WHAT TO WORK ON
Wherever the string "Lindenbuckel" appears in the records, return the line that holds it.

[Dataset entries]
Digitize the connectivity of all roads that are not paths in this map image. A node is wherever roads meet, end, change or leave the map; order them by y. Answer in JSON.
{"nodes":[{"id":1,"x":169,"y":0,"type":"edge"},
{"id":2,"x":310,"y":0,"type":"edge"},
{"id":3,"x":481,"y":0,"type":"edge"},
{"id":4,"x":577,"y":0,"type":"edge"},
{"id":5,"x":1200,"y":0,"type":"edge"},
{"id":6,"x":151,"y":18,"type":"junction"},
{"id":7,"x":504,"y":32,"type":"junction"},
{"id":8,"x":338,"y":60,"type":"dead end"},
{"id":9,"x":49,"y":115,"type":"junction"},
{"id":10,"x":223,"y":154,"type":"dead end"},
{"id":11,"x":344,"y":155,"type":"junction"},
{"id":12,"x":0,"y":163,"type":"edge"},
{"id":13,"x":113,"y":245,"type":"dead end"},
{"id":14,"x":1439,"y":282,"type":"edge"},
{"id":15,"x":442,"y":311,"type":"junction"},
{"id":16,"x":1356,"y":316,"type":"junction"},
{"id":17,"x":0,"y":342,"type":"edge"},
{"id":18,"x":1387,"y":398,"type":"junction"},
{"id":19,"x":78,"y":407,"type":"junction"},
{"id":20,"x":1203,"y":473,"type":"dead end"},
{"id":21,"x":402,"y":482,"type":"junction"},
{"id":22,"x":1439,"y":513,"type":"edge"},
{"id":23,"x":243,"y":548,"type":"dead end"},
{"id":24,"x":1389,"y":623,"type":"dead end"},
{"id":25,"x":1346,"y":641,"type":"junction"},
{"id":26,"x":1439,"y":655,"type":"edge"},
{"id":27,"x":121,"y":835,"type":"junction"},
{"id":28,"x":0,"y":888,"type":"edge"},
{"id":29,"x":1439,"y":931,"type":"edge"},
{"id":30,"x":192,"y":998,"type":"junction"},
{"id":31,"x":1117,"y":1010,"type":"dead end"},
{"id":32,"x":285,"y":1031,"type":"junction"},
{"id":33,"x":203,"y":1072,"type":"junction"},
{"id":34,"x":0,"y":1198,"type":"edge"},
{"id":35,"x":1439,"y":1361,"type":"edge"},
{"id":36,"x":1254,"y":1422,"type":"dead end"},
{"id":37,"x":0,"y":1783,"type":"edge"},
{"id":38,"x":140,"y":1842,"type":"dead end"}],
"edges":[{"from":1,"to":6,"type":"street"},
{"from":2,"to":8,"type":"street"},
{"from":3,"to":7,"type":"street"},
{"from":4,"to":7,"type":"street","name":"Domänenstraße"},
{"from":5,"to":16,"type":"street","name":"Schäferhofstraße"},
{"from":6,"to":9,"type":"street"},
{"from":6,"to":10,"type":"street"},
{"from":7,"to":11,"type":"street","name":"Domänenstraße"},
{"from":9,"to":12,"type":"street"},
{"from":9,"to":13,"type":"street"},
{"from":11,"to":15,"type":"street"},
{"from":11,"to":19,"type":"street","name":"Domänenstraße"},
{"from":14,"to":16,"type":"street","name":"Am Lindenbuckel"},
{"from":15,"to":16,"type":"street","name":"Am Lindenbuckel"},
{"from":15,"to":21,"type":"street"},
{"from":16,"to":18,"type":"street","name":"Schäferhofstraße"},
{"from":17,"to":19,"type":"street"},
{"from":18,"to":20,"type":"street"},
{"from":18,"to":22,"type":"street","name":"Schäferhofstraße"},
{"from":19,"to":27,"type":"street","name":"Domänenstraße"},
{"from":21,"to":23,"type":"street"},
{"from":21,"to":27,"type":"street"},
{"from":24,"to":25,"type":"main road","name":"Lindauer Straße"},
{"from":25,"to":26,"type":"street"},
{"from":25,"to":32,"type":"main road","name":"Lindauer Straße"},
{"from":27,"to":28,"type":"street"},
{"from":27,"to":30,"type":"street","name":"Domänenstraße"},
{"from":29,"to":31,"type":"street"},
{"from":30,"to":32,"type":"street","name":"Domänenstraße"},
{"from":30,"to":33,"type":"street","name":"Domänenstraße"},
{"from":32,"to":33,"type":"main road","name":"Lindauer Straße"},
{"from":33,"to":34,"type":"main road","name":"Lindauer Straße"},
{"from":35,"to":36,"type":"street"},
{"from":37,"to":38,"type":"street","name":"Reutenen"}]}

RESULT FOR THIS TASK
{"from":14,"to":16,"type":"street","name":"Am Lindenbuckel"},
{"from":15,"to":16,"type":"street","name":"Am Lindenbuckel"},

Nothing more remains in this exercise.